**PROBLEM TO WORK ON:** The listing below must be duplicated in full, with nothing altered.

**GIVEN RECORDS:**
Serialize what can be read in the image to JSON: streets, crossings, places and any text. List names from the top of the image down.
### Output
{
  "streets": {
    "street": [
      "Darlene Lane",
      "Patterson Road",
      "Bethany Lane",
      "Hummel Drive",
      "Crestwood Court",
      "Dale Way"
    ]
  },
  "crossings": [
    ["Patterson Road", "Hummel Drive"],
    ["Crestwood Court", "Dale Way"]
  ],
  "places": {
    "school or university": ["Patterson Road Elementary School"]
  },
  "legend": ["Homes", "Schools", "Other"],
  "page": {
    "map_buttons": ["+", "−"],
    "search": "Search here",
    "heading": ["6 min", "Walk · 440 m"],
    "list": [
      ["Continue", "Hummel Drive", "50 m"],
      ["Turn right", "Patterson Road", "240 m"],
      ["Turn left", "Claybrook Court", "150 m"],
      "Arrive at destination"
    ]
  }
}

**ANSWER SPACE:**
Serialize what can be read in the image to JSON: streets, crossings, places and any text. List names from the top of the image down.
### Output
{
  "streets": {
    "street": [
      "Darlene Lane",
      "Patterson Road",
      "Bethany Lane",
      "Hummel Drive",
      "Crestwood Court",
      "Dale Way"
    ]
  },
  "crossings": [
    ["Patterson Road", "Hummel Drive"],
    ["Crestwood Court", "Dale Way"]
  ],
  "places": {
    "school or university": ["Patterson Road Elementary School"]
  },
  "legend": ["Homes", "Schools", "Other"],
  "page": {
    "map_buttons": ["+", "−"],
    "search": "Search here",
    "heading": ["6 min", "Walk · 440 m"],
    "list": [
      ["Continue", "Hummel Drive", "50 m"],
      ["Turn right", "Patterson Road", "240 m"],
      ["Turn left", "Claybrook Court", "150 m"],
      "Arrive at destination"
    ]
  }
}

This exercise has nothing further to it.